If you are one of the organizations lagging behind with multi-factor authentication, our hope is that this straightforward guide will help you implement this powerful and simple security measure.
Why multi-factor authentication works
For those of you who aren’t aware, multi-factor authentication (sometimes abbreviated MFA, and often called two-factor authentication or 2FA) relies on the idea of requiring multiple types of identification. This allows services to ensure that when someone attempts to log in, it is the actual user, and not someone who has stolen a username and password.
Since, as always, we want to employ people-first security (and not drive our users insane), most services just require two forms of authentication (hence 2FA being a common acronym). By requiring the user to provide two different types of evidence, 2FA makes credential theft and forgery significantly harder.
Here are the common types of authentication you will be asked to offer:
- Knowledge: Something you (and hopefully only you) know. A good example is a password or passphrase.
- Possession: Something only you have access to. The most common is a smartphone. Many 2FA-enabled services will ask you to submit your phone number and receive one-time-use codes that serve as your second piece of identification.
- Inherence: Something only you are. You’re probably most familiar with fingerprints, which are increasingly being used as an authentication factor via smartphones. Retina and other biometric factors are also beginning to become popular.
In most cases, a combination of knowledge and possession will be required of your users to sign in to a service that has implemented 2FA.
To put a finer point on it, the 2016 Verizon DBIR found that 63% of confirmed data breaches leveraged weak, default, or stolen passwords. With multi-factor authentication in place, stealing a password isn’t enough to allow criminals to break into your accounts.
Another benefit of implementing strong Google-based multi-factor authentication, should you go that route, is that many SaaS products are increasingly supporting Google Single Sign-on, which means that if you enforce MFA for Google, you’ll automatically get those benefits for all apps that use Google SSO.

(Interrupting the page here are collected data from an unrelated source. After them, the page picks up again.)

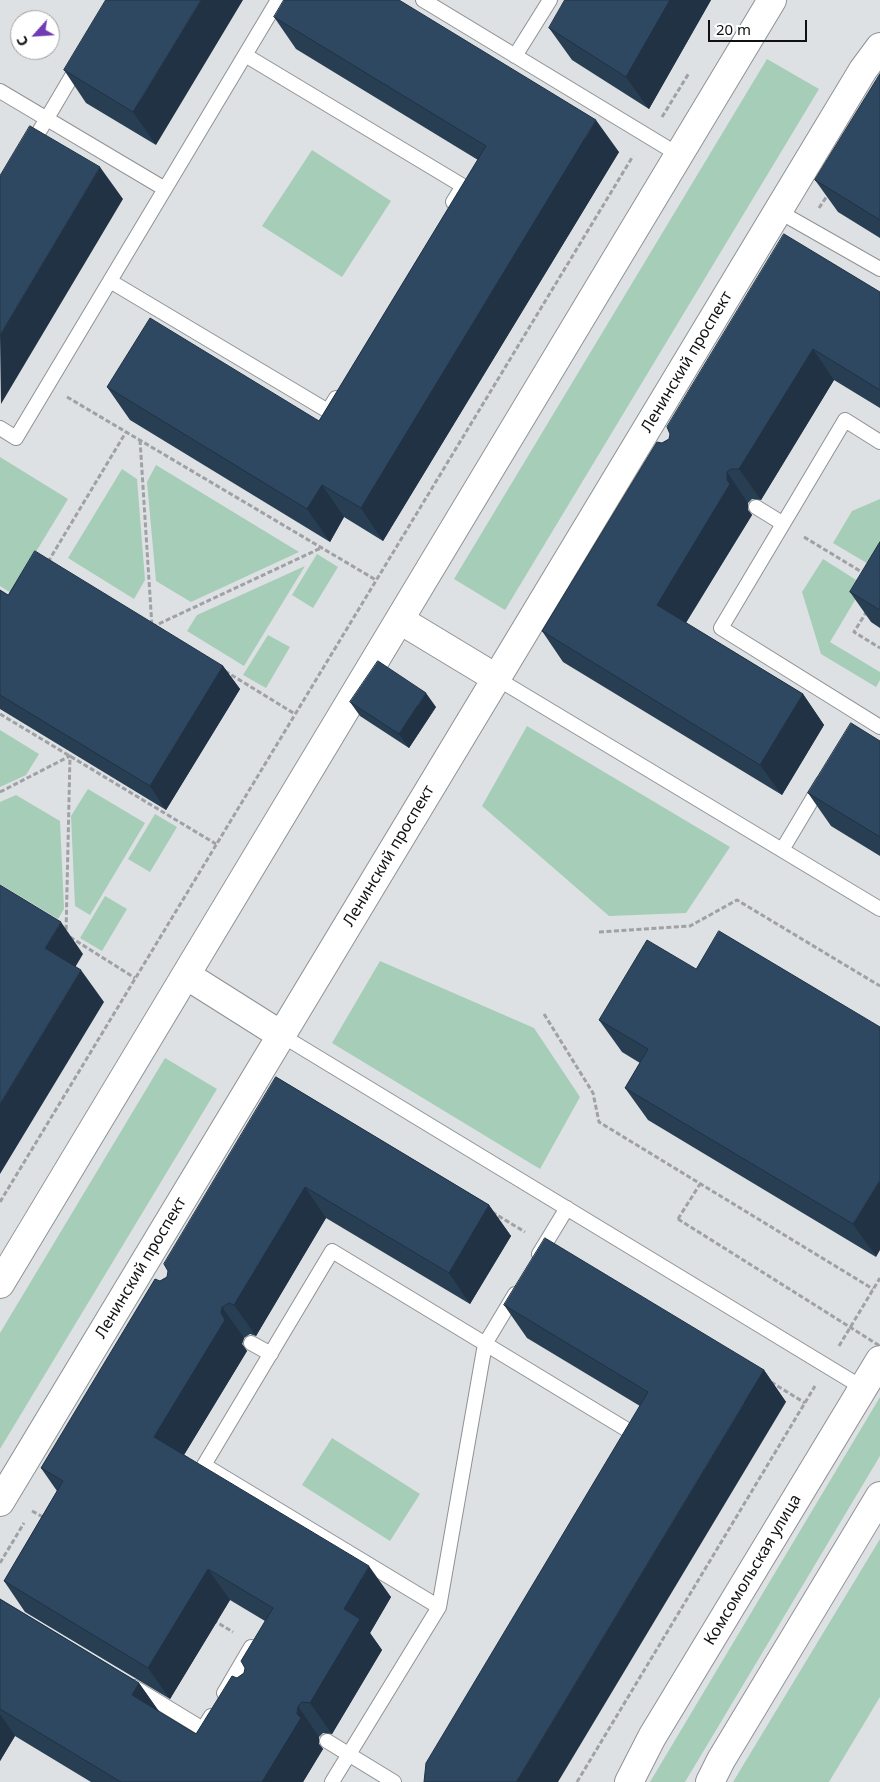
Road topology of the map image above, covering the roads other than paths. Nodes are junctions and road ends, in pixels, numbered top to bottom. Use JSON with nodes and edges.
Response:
{"nodes":[{"id":1,"x":278,"y":0,"type":"edge"},
{"id":2,"x":422,"y":0,"type":"edge"},
{"id":3,"x":550,"y":0,"type":"edge"},
{"id":4,"x":767,"y":5,"type":"edge"},
{"id":5,"x":880,"y":47,"type":"edge"},
{"id":6,"x":87,"y":51,"type":"edge"},
{"id":7,"x":245,"y":55,"type":"junction"},
{"id":8,"x":515,"y":56,"type":"junction"},
{"id":9,"x":871,"y":67,"type":"edge"},
{"id":10,"x":0,"y":91,"type":"edge"},
{"id":11,"x":47,"y":118,"type":"junction"},
{"id":12,"x":680,"y":155,"type":"junction"},
{"id":13,"x":23,"y":158,"type":"edge"},
{"id":14,"x":165,"y":189,"type":"junction"},
{"id":15,"x":448,"y":211,"type":"edge"},
{"id":16,"x":778,"y":211,"type":"junction"},
{"id":17,"x":880,"y":269,"type":"edge"},
{"id":18,"x":110,"y":280,"type":"junction"},
{"id":19,"x":343,"y":386,"type":"edge"},
{"id":20,"x":0,"y":428,"type":"edge"},
{"id":21,"x":880,"y":442,"type":"edge"},
{"id":22,"x":756,"y":507,"type":"dead end"},
{"id":23,"x":782,"y":523,"type":"junction"},
{"id":24,"x":400,"y":620,"type":"junction"},
{"id":25,"x":496,"y":678,"type":"junction"},
{"id":26,"x":880,"y":727,"type":"edge"},
{"id":27,"x":827,"y":774,"type":"edge"},
{"id":28,"x":782,"y":850,"type":"junction"},
{"id":29,"x":880,"y":909,"type":"edge"},
{"id":30,"x":186,"y":975,"type":"junction"},
{"id":31,"x":281,"y":1035,"type":"junction"},
{"id":32,"x":567,"y":1208,"type":"junction"},
{"id":33,"x":530,"y":1269,"type":"edge"},
{"id":34,"x":0,"y":1284,"type":"edge"},
{"id":35,"x":520,"y":1286,"type":"edge"},
{"id":36,"x":251,"y":1343,"type":"dead end"},
{"id":37,"x":485,"y":1344,"type":"junction"},
{"id":38,"x":271,"y":1354,"type":"junction"},
{"id":39,"x":880,"y":1360,"type":"edge"},
{"id":40,"x":863,"y":1388,"type":"junction"},
{"id":41,"x":623,"y":1451,"type":"edge"},
{"id":42,"x":880,"y":1496,"type":"edge"},
{"id":43,"x":0,"y":1502,"type":"edge"},
{"id":44,"x":439,"y":1608,"type":"junction"},
{"id":45,"x":253,"y":1644,"type":"edge"},
{"id":46,"x":118,"y":1678,"type":"edge"},
{"id":47,"x":229,"y":1685,"type":"junction"},
{"id":48,"x":243,"y":1693,"type":"edge"},
{"id":49,"x":327,"y":1741,"type":"dead end"},
{"id":50,"x":349,"y":1755,"type":"junction"},
{"id":51,"x":332,"y":1782,"type":"edge"},
{"id":52,"x":394,"y":1782,"type":"edge"},
{"id":53,"x":629,"y":1782,"type":"edge"},
{"id":54,"x":710,"y":1782,"type":"edge"}],
"edges":[{"from":1,"to":7,"type":"lane"},
{"from":2,"to":8,"type":"lane"},
{"from":3,"to":8,"type":"lane"},
{"from":4,"to":12,"type":"main road"},
{"from":5,"to":9,"type":"main road","name":"Ленинский проспект"},
{"from":6,"to":11,"type":"lane"},
{"from":7,"to":14,"type":"lane"},
{"from":7,"to":15,"type":"lane"},
{"from":8,"to":12,"type":"lane"},
{"from":9,"to":16,"type":"main road","name":"Ленинский проспект"},
{"from":10,"to":11,"type":"lane"},
{"from":11,"to":13,"type":"lane"},
{"from":11,"to":14,"type":"lane"},
{"from":12,"to":24,"type":"main road"},
{"from":14,"to":18,"type":"lane"},
{"from":16,"to":17,"type":"lane"},
{"from":16,"to":25,"type":"main road","name":"Ленинский проспект"},
{"from":18,"to":19,"type":"lane"},
{"from":18,"to":20,"type":"lane"},
{"from":21,"to":23,"type":"lane"},
{"from":22,"to":23,"type":"lane"},
{"from":23,"to":26,"type":"lane"},
{"from":24,"to":25,"type":"main road"},
{"from":24,"to":30,"type":"main road"},
{"from":25,"to":28,"type":"lane"},
{"from":25,"to":31,"type":"main road","name":"Ленинский проспект"},
{"from":27,"to":28,"type":"lane"},
{"from":28,"to":29,"type":"lane"},
{"from":30,"to":31,"type":"main road"},
{"from":30,"to":34,"type":"main road"},
{"from":31,"to":32,"type":"lane"},
{"from":31,"to":43,"type":"main road","name":"Ленинский проспект"},
{"from":32,"to":33,"type":"lane"},
{"from":32,"to":40,"type":"lane"},
{"from":35,"to":37,"type":"lane"},
{"from":36,"to":38,"type":"lane"},
{"from":37,"to":38,"type":"lane"},
{"from":37,"to":41,"type":"lane"},
{"from":37,"to":44,"type":"lane"},
{"from":38,"to":44,"type":"lane"},
{"from":39,"to":40,"type":"main road","name":"Комсомольская улица"},
{"from":40,"to":53,"type":"main road","name":"Комсомольская улица"},
{"from":42,"to":54,"type":"main road"},
{"from":44,"to":50,"type":"lane"},
{"from":45,"to":47,"type":"lane"},
{"from":46,"to":47,"type":"lane"},
{"from":47,"to":48,"type":"lane"},
{"from":49,"to":50,"type":"lane"},
{"from":50,"to":51,"type":"lane"},
{"from":50,"to":52,"type":"lane"}]}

How to implement multi-factor authentication with G Suite
Alright, let’s get down to brass tacks. Google has recently improved the process of enforcing MFA across your organization. Here’s a step-by-step walkthrough of the process:
- First, set up two-step verification for your entire domain.
- Next, turn on Two-Step Verification Enforcement for your entire domain.
- When you do this, you’ll have to create a work-around for new employees and contractors: For new employees, you can create a “waiting period” by going to Under Security -> Advanced Security Settings under 2-Step Verification, you can set an enrollment period after a new account is created. For contractors, you’ll need to create an “Exception Group.” This requires quite a few steps, but it will allow members of that group to login without two-step verification.
- Google’s default second factor is the Google app on mobile devices, which is a very user-friendly authentication step (a notification simply pops up on the smartphone to ask whether the user is approving this sign in). This is recommended over the more traditional SMS-based second factor, because it is both simpler and more secure.
People-first multi-factor authentication
As we’ve mentioned before, a security protocol is only valuable if it is simple and straightforward for your users to apply. Otherwise, they will try to get around it, and if they can’t, you’ll lose productivity and efficiency (and possibly have some rather unhappy users on your hands). Multi-factor authentication, when implemented intelligently, makes it simple for your users to prove they are who they say they are when they log in to business-critical services, protecting your organization without creating unnecessary hassle.